A local queue 132 may be maintained for each port of the host bus adapter 114, where the local queue 132 maintains the I/O requests that are waiting for being processed by the port. A global queue 134 of I/O requests that are waiting for being processed by any of the ports of the host bus adapter 114 is also maintained.
Therefore, FIG. 1 illustrates certain embodiments in which a machine learning module 106 is used by a load balancing application 104 to determine the optimal allocation of TCBs 122, 124, 126, 128 to ports 116, 118 of the storage controller 102.
FIG. 2 illustrates a block diagram 200 that shows additional elements in the storage controller 102 whose optimal allocation of resources are determined by the machine learning module 106, in accordance with certain embodiments.

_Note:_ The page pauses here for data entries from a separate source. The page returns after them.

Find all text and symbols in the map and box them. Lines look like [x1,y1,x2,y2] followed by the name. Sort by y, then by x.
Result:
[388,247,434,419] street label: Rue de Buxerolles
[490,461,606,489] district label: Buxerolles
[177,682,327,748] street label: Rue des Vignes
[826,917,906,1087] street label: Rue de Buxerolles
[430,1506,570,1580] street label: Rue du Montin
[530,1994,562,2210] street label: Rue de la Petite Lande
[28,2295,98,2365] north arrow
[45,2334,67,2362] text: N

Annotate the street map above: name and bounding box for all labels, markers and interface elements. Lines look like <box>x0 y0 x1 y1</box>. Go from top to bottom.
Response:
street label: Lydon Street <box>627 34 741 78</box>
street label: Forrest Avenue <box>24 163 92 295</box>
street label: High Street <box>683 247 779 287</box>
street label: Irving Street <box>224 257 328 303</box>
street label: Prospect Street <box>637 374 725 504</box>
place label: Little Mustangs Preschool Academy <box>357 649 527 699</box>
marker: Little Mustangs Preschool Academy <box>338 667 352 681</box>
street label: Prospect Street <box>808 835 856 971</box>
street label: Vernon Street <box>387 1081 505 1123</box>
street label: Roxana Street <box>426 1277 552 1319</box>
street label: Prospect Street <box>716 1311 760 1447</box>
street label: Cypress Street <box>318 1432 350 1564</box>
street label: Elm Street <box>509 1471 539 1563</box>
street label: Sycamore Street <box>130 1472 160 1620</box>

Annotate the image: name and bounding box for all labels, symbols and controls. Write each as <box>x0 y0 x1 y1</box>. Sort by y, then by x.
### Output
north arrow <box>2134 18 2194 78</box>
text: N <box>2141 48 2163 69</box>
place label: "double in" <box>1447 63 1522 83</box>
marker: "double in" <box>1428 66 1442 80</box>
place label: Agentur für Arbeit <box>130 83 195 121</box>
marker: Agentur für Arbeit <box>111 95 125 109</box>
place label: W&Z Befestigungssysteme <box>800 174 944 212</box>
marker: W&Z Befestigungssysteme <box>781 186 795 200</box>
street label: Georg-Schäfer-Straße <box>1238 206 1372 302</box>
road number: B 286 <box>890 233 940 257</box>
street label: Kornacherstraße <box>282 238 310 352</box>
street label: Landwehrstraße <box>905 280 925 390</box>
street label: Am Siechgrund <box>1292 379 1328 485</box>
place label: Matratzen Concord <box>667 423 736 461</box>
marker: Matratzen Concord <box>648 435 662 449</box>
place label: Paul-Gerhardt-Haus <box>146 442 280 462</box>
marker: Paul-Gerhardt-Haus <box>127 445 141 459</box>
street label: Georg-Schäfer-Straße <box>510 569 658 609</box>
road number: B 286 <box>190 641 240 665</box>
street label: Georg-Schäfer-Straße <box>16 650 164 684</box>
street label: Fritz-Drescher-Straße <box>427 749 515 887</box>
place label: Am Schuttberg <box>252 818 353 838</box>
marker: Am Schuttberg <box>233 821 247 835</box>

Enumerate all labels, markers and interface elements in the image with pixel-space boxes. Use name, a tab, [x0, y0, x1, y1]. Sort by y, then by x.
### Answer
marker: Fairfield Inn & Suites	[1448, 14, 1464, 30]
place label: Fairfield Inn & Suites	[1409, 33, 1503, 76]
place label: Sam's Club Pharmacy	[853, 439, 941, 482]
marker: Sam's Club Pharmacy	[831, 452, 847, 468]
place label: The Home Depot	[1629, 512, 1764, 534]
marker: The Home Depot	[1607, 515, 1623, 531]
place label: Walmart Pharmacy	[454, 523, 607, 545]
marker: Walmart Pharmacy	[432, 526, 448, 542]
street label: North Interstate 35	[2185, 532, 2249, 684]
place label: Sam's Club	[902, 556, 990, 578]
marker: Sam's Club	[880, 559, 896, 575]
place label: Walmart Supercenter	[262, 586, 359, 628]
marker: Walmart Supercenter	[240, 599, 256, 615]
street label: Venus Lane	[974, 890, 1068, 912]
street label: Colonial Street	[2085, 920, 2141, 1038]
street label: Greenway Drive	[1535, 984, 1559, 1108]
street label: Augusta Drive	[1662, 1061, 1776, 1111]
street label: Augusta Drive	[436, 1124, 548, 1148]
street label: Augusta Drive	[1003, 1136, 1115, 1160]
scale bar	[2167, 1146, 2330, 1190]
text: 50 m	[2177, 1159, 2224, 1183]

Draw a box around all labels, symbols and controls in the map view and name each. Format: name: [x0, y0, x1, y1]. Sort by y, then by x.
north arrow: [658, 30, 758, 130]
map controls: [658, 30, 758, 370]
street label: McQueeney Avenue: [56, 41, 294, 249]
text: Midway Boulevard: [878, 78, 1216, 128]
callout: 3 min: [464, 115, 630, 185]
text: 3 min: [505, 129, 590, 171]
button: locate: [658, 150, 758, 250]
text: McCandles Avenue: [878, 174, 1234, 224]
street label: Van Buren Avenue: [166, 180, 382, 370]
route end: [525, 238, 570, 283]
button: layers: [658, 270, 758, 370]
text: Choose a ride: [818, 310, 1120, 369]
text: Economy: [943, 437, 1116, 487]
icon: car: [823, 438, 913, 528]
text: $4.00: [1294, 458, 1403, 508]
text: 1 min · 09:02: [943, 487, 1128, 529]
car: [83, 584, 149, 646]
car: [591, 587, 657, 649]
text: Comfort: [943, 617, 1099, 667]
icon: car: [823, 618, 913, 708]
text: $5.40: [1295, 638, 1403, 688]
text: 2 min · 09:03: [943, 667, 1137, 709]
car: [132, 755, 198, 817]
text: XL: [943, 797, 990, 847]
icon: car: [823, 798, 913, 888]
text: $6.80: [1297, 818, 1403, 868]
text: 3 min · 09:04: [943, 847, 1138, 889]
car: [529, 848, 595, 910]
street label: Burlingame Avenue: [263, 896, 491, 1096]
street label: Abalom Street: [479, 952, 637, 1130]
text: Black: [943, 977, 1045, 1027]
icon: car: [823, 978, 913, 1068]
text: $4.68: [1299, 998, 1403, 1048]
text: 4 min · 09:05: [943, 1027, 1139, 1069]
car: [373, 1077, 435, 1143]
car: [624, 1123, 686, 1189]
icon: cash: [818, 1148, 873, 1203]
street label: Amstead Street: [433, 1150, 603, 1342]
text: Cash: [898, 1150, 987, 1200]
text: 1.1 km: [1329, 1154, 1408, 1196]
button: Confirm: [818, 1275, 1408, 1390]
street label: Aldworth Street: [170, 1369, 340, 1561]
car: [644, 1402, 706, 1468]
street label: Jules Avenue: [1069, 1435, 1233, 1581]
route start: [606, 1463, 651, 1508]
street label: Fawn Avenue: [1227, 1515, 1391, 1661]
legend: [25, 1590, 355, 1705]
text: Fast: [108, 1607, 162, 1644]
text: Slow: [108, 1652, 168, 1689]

The storage controller 102 is coupled to a plurality of hosts 202, 204 (corresponds to the hosts 108 shown in FIG. 1) and a plurality of storage devices 110, 112. The storage controller 102 has two servers 206, 208, which are referred to as central processor complexes (CPC). The CPC is also known as the processor complex or the internal server. Both servers 206, 208 share the system workload of the storage controller 102. The servers 206, 208 are redundant, and either server can fail over to the other server if a failure occurs, or for scheduled maintenance or upgrade tasks.